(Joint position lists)
- - - -

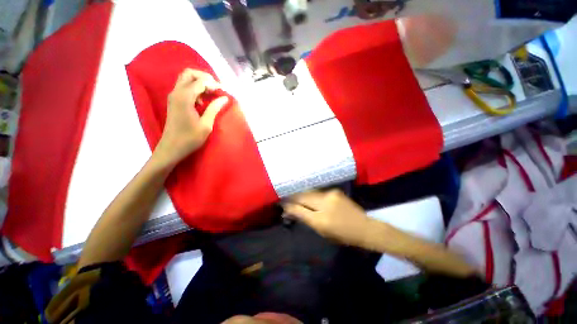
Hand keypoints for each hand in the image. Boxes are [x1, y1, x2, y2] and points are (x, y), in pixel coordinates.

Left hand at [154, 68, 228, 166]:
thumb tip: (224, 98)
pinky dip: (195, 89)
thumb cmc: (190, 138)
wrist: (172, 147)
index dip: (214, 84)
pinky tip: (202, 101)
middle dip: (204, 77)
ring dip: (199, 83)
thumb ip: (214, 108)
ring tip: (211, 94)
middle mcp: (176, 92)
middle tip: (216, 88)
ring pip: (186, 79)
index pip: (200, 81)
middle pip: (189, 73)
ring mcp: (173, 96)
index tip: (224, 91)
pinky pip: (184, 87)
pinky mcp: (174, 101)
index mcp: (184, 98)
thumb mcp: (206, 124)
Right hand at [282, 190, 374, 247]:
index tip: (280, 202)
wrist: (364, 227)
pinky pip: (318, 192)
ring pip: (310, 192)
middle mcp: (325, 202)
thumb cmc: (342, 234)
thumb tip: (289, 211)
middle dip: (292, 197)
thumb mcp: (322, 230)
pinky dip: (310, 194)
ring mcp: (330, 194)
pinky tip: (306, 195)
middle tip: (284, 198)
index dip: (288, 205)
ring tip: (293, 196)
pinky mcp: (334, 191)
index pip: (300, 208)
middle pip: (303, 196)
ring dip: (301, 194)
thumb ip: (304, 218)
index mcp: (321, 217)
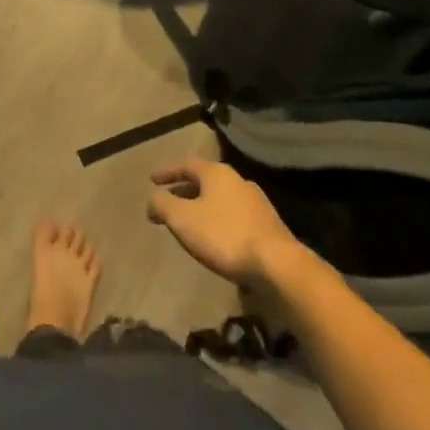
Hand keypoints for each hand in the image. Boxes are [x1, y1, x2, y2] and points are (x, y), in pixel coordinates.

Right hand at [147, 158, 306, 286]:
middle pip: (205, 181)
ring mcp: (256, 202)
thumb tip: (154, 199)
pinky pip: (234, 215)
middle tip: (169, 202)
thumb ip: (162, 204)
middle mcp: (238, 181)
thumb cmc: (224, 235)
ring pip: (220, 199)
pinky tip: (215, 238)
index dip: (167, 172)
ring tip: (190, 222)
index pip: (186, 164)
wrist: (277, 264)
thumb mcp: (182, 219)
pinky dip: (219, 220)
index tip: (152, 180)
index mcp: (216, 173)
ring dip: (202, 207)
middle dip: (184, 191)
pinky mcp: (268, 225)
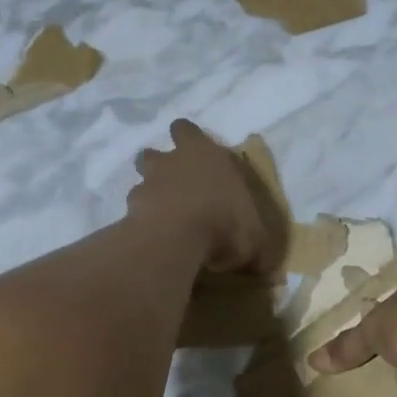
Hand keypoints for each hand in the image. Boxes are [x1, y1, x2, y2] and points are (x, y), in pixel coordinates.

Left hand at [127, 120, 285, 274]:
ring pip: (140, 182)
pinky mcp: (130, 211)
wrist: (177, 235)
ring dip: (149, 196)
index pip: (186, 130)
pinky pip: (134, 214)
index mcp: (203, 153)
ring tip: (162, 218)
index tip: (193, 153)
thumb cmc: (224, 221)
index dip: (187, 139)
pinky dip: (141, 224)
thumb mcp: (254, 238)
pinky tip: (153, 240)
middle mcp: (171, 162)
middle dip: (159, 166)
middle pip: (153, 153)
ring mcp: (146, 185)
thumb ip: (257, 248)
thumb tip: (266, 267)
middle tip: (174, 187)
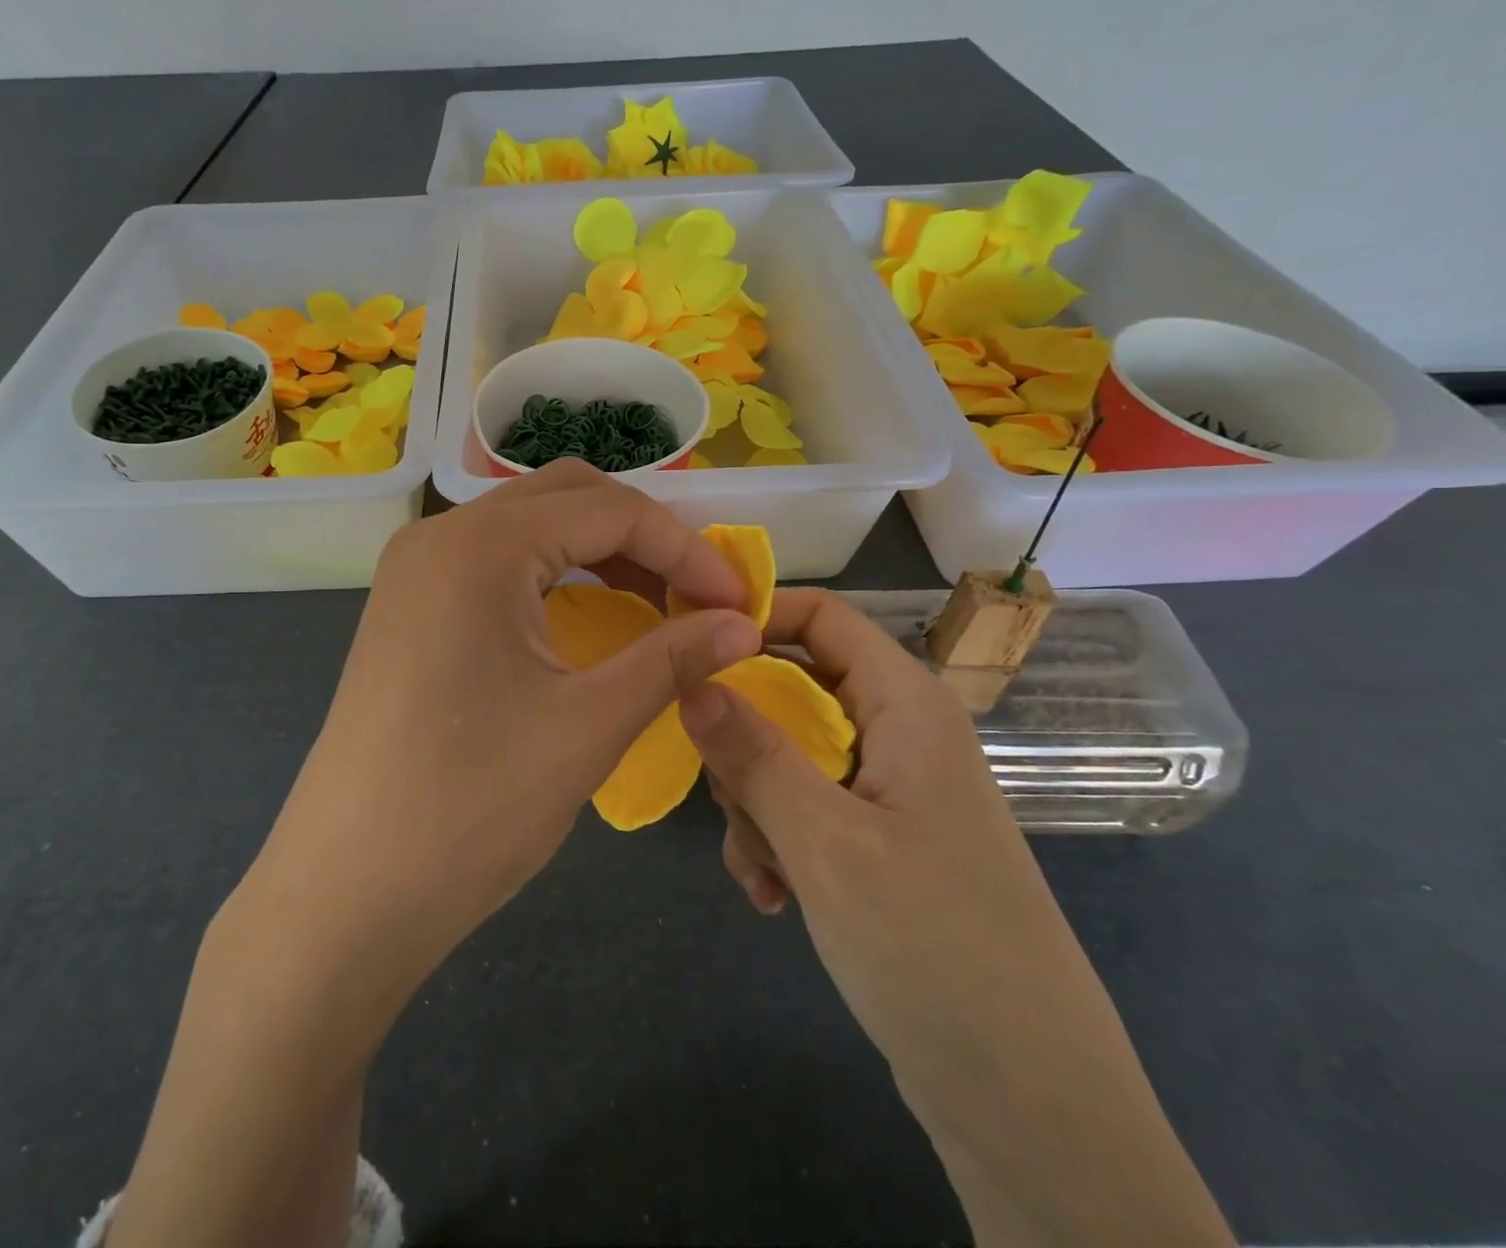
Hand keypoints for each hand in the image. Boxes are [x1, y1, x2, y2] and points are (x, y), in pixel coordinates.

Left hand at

- - - -

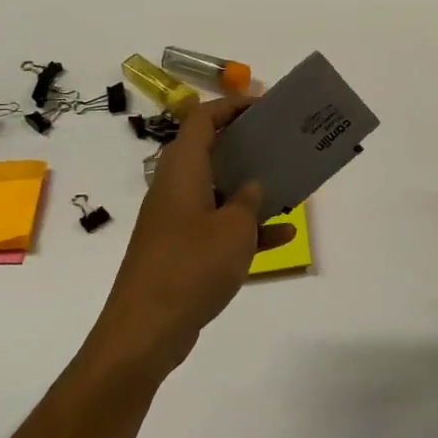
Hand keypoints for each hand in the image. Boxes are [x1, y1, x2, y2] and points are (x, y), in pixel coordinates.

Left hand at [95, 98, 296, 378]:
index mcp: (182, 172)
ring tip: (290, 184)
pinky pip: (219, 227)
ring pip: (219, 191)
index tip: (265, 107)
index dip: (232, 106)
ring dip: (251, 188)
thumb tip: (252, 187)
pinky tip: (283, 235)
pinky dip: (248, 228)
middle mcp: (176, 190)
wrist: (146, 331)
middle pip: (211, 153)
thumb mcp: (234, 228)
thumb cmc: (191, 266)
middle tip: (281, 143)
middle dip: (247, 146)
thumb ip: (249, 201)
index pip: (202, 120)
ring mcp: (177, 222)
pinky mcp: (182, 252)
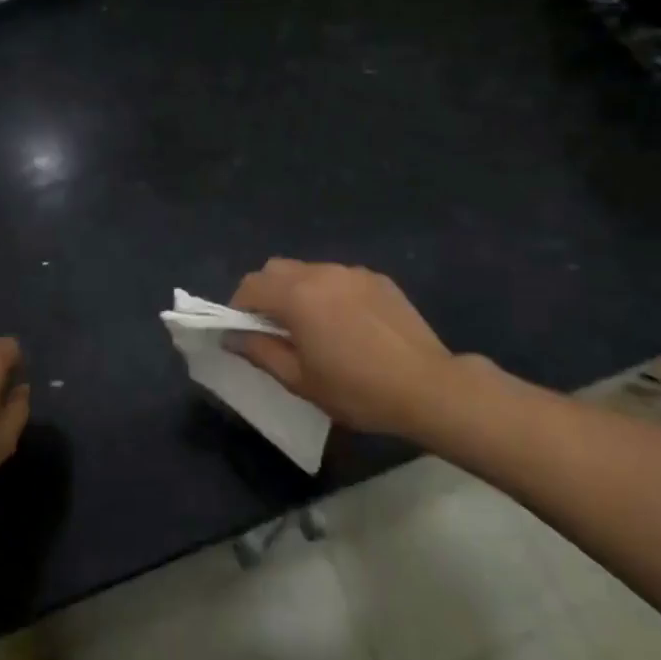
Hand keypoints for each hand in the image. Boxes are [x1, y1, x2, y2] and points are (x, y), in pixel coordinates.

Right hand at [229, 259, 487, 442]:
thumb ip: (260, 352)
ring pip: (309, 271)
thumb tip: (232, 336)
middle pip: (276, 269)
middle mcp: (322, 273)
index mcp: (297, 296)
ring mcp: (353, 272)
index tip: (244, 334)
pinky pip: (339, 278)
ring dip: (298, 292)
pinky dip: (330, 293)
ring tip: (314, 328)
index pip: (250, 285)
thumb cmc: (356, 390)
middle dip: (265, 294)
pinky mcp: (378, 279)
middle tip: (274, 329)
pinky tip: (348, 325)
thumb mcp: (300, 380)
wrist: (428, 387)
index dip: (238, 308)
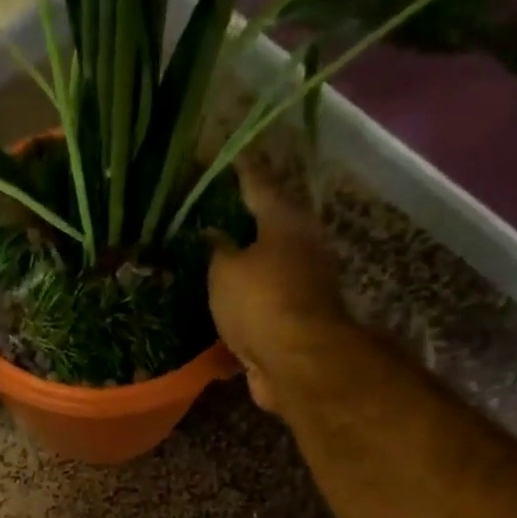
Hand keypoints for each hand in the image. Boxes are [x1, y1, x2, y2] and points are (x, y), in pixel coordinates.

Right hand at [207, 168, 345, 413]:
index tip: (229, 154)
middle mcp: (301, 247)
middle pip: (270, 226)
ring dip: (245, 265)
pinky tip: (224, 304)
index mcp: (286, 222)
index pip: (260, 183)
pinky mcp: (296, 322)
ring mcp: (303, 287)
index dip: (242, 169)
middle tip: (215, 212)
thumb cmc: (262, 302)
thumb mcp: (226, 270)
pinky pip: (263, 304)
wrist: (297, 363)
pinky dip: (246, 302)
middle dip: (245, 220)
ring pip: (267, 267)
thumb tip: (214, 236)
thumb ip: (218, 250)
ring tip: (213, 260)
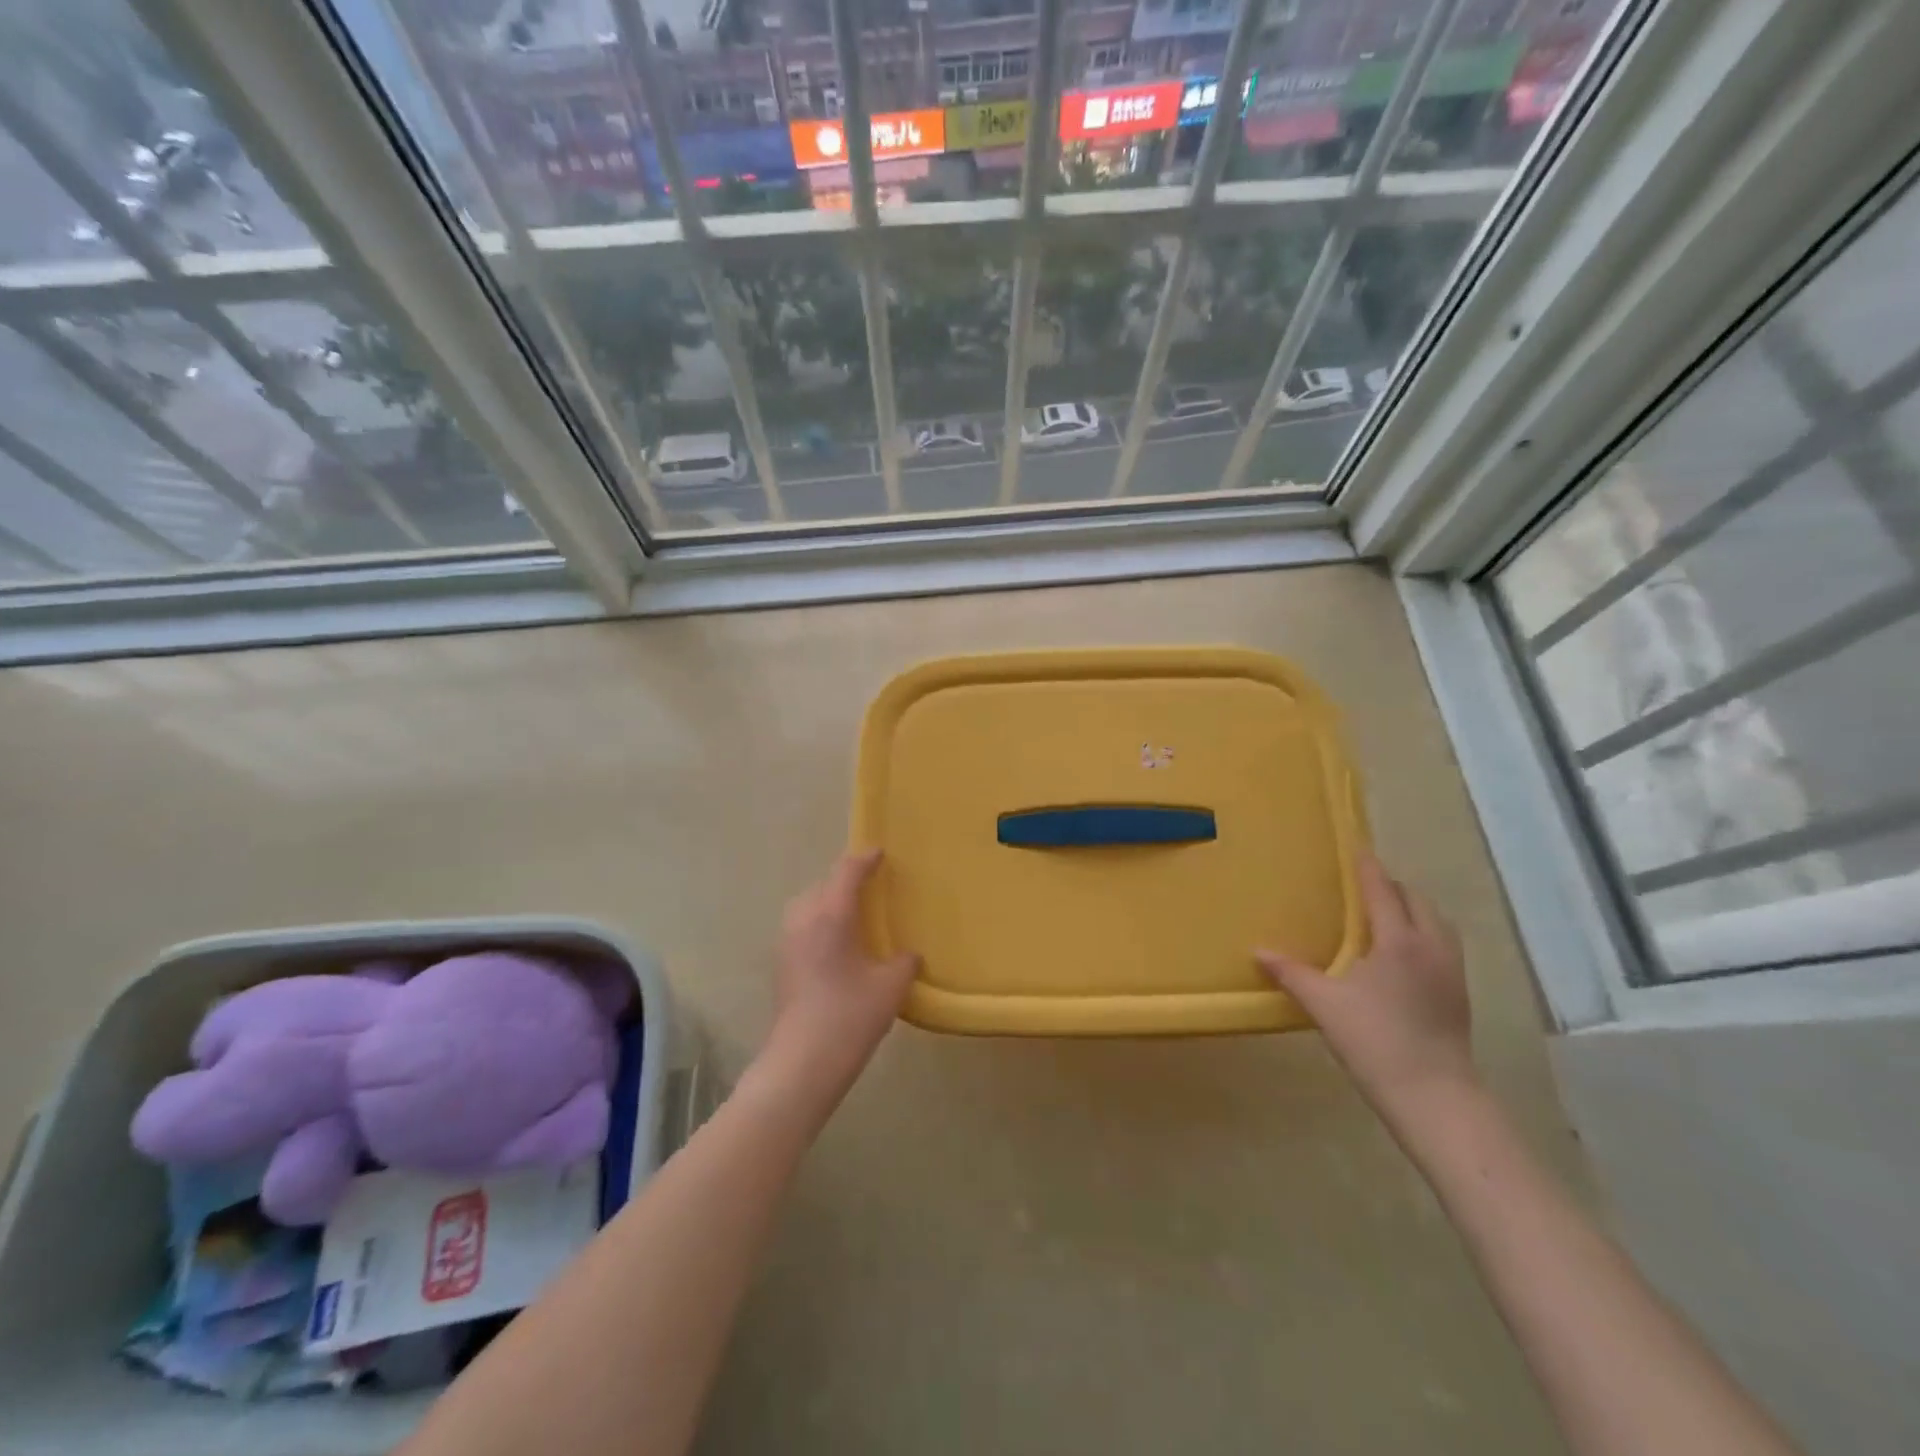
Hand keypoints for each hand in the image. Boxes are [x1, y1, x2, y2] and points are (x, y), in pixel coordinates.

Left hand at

- - - -

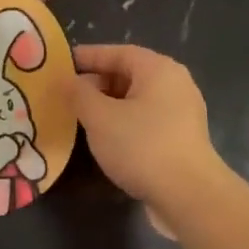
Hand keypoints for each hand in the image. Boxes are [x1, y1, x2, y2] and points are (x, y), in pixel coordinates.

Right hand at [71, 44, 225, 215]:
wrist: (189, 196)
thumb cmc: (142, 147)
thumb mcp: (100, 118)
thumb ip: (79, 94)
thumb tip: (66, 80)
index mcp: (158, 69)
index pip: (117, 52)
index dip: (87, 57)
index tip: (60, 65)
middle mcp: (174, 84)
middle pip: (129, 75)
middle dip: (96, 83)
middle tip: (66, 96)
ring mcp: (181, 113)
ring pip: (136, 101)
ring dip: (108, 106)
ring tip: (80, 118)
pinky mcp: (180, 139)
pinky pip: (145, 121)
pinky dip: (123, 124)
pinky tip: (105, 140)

- - - -

**Task details**
If the string "wrist" appears in a line of the entries, report the line.

**Result**
wrist: (172, 147)
wrist: (364, 227)
wrist: (277, 264)
wrist: (177, 235)
wrist: (146, 331)
wrist: (428, 387)
wrist: (297, 363)
wrist: (189, 196)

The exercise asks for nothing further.